Fifteen years ago, the Evaluation Gap Working Group published a report noting the absence of solid evidence on the effectiveness of development programming. This report, and the intellectual community behind it, drove a wave of work on impact evaluations in the development sector. So, did we learn? To get views from two different vantage points in today's evaluation community, we asked our Executive Director Marie Gaarder, who was part of that initial intellectual community, and Research Associate Etienne Lwamba, who had not yet started high school at the time.

What was the state of the evaluation field when you first started?

Marie Gaarder: In 2006, very few people in the development field had heard about impact evaluations as a useful tool to inform development policy. When 3ie was launched, there were hardly any impact evaluations done or published and the idea was that any robust evidence would be useful. There was no need to focus on gaps, as the development field was simply a huge black hole.

Then came the impact evaluation revolution with universities like Berkeley and organizations like 3ie and J-PAL saying that it is good to turn the focus to outcomes the way the MDGs did, but without impact evaluations you have no idea whether your programs and policies contributed to these or indeed hampered their achievement: for that, a robust counterfactual was needed!

While 3ie promoted a range of evaluation methods, including non-experimental and quasi-experimental in addition to RCTs, and were advocating for the use of theory of change and mixed-methods, we were quickly and misleadingly labeled ‘randomistas’. There were lots of controversies and push-back. In the first-ever 3ie conference in Cairo, with over 700 participants, the protests and discussions were heated: impact evaluations were a northern, context-blind, naïve, unethical and simplistic approach to evaluating what were in fact complex realities.

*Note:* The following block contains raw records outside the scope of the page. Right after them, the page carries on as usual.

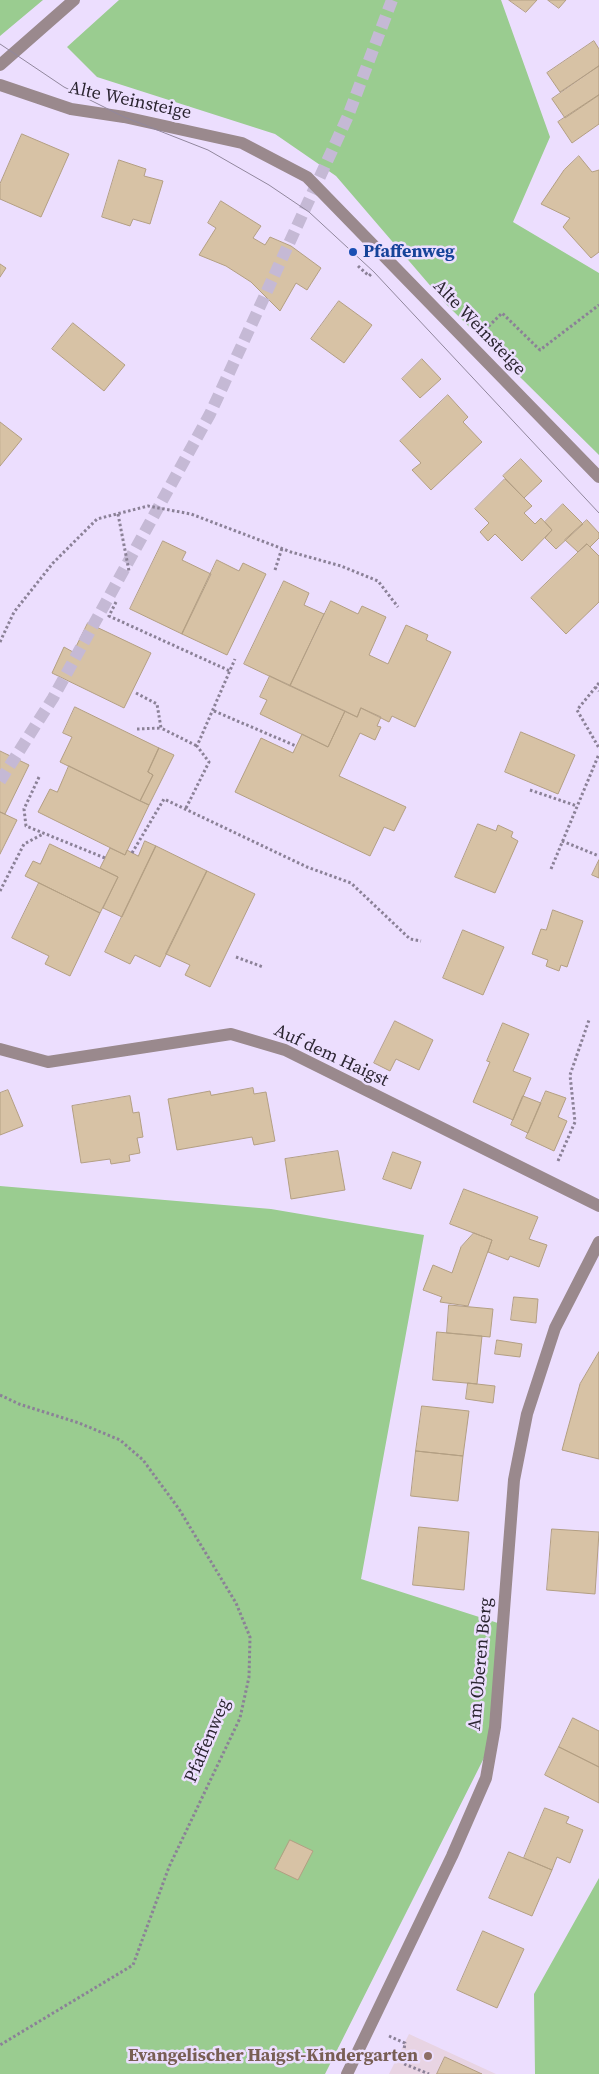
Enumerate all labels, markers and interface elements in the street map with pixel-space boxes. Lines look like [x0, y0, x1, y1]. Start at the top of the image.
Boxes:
street label: Alte Weinsteige [67, 77, 193, 125]
place label: Pfaffenweg [363, 241, 455, 263]
marker: Pfaffenweg [347, 246, 359, 258]
street label: Alte Weinsteige [428, 276, 530, 380]
street label: Auf dem Haigst [270, 1020, 392, 1092]
street label: Am Oberen Berg [464, 1596, 498, 1732]
street label: Pfaffenweg [181, 1696, 235, 1786]
place label: Evangelischer Haigst-Kindergarten [128, 2045, 418, 2067]
marker: Evangelischer Haigst-Kindergarten [422, 2050, 434, 2062]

Etienne Lwamba: I didn’t know about these controversies. I have to admit I was pretty far away from that world. I would tend to think now it is a bit of the reverse challenge: there are so many impact evaluations, you can get lost in the constellations. There are so many ways to measure impact. But what I also note is that not all impact evaluations are created equal! If you take a few minutes to think about it: how can you attribute the success or failure of an intervention? How can you measure success? How can you interpret quantitative and qualitative data in a meaningful way? I think the challenge today is not so much the number of impact evaluations but their rigor and their accessibility.

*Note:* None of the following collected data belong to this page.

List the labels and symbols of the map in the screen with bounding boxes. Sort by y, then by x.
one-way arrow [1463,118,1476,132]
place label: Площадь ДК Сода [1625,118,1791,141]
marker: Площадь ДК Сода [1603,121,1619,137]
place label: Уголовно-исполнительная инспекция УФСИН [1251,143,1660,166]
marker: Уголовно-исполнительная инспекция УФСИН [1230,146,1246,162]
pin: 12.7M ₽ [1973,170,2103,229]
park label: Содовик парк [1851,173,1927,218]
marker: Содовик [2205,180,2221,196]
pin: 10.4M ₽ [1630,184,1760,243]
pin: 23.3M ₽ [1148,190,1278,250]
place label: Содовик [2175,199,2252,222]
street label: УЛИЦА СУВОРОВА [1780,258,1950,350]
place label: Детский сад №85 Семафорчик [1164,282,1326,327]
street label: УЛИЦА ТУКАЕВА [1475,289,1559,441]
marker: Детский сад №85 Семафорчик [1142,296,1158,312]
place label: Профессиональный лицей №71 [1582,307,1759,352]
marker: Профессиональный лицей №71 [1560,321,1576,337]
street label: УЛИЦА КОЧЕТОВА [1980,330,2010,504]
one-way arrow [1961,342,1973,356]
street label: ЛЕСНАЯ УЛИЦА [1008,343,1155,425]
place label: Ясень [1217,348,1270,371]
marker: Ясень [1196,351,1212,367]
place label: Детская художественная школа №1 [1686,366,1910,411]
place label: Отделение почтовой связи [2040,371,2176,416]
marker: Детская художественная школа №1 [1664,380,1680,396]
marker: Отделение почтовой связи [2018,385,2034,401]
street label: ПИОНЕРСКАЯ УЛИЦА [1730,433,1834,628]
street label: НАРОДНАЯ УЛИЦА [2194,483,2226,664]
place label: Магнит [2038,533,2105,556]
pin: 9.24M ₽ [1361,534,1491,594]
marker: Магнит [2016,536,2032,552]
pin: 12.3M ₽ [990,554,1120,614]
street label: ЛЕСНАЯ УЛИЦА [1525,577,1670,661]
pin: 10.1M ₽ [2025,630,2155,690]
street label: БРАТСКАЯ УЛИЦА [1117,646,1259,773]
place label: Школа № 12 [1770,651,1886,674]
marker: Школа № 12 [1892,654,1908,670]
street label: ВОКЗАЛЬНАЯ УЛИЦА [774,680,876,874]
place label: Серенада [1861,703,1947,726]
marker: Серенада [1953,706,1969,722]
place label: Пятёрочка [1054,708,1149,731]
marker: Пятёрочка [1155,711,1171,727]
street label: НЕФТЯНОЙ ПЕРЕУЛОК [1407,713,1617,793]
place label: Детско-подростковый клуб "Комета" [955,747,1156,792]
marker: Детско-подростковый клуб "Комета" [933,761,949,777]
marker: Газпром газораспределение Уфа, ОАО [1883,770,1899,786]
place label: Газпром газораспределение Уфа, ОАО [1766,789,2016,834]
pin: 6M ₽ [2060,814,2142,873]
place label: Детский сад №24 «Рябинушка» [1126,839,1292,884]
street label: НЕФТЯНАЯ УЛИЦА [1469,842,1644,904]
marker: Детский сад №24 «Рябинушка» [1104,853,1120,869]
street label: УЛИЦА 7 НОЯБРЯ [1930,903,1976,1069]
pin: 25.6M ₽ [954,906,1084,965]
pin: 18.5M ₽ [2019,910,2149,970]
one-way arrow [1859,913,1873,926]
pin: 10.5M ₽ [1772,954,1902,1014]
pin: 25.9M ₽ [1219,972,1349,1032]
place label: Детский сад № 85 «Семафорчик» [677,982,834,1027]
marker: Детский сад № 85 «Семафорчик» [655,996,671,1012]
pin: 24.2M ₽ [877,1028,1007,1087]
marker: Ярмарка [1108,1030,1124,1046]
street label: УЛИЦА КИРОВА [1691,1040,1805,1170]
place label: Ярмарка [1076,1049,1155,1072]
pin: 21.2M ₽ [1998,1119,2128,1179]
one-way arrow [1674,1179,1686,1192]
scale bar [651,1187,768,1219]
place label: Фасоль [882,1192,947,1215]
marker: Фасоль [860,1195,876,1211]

What are the challenges that came with this increase in evaluation evidence (at least in some sectors and geographies)?

Marie Gaarder: As the evidence field exploded, and global decisions were (at risk of) being informed by cherry-picking those studies whose results you knew about or liked better, 3ie took the lead in creating a systematic review group within the Campbell Collaboration. Systematic reviews ensured a systematic and unbiased process for summarizing the full body of evidence on a specific topic. In 2010, the International Development Coordination Group, IDCG, was created with 3ie hosting the secretariat and becoming a lead producer of systematic reviews in the development field. Another challenge with the increasing production of evaluation evidence was that of trying to get an overview quickly of the evidence in a certain sector and also of identifying where more research was needed. I led the team that developed the first-ever Evidence Gap Map (EGM) in 2010 in an effort to respond to exactly those two questions  on the topic of agricultural interventions and nutrition. We manually entered the data in an excel sheet – there were no fancy interactive bubbles and links at the time. Little did we know at the time what a hit this new tool would become!

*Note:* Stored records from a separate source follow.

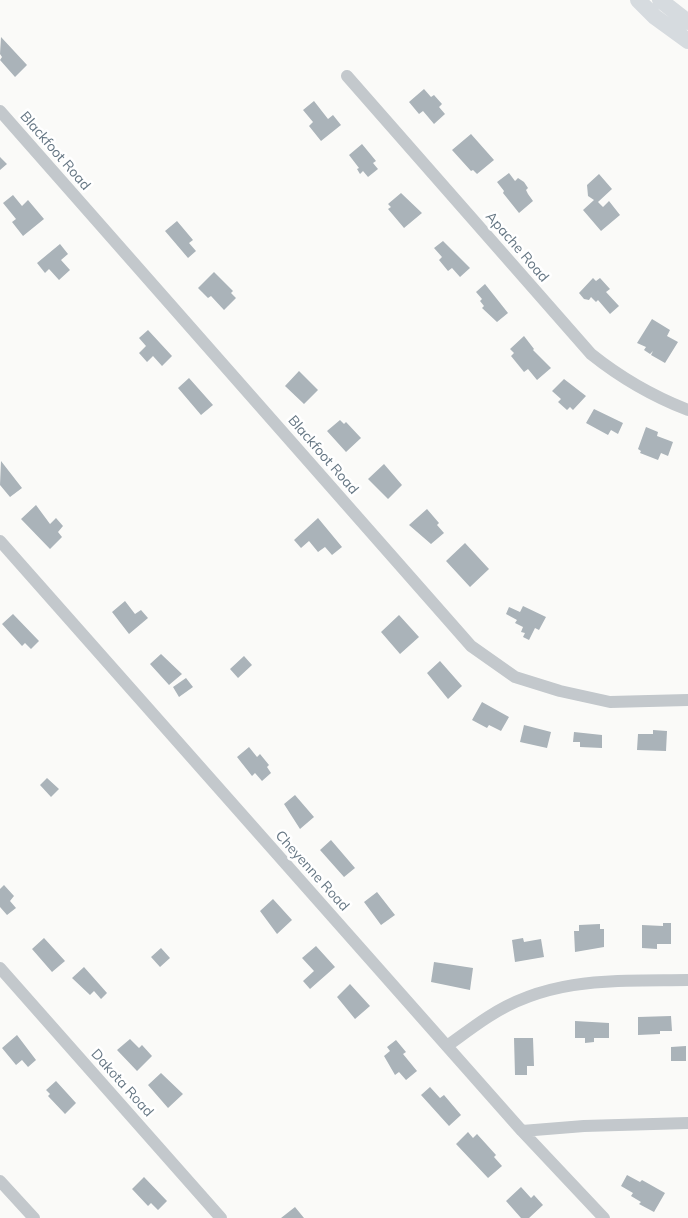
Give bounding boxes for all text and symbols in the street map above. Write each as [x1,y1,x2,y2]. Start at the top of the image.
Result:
street label: Blackfoot Road [16,108,94,194]
street label: Apache Road [482,208,552,286]
street label: Blackfoot Road [284,412,362,498]
street label: Cheyenne Road [272,827,352,915]
street label: Dakota Road [87,1046,157,1120]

Etienne Lwamba: As a Research Associate working on systematic reviews, I can see the relative weakness of the standardisation of practices for impact evaluation and reporting. There are probably as many ways to report results of impact evaluation as there are evaluators. At the end of the day, what we want is our results to make sense to a wide audience and our work to be used by others to bring more meaningful results. An effort needs to happen in international development impact evaluations and knowledge products to standardise the practices and reporting methods, otherwise it is difficult to summarize the body of evidence in any meaningful way.

What are some of the improvements you have seen since you first started?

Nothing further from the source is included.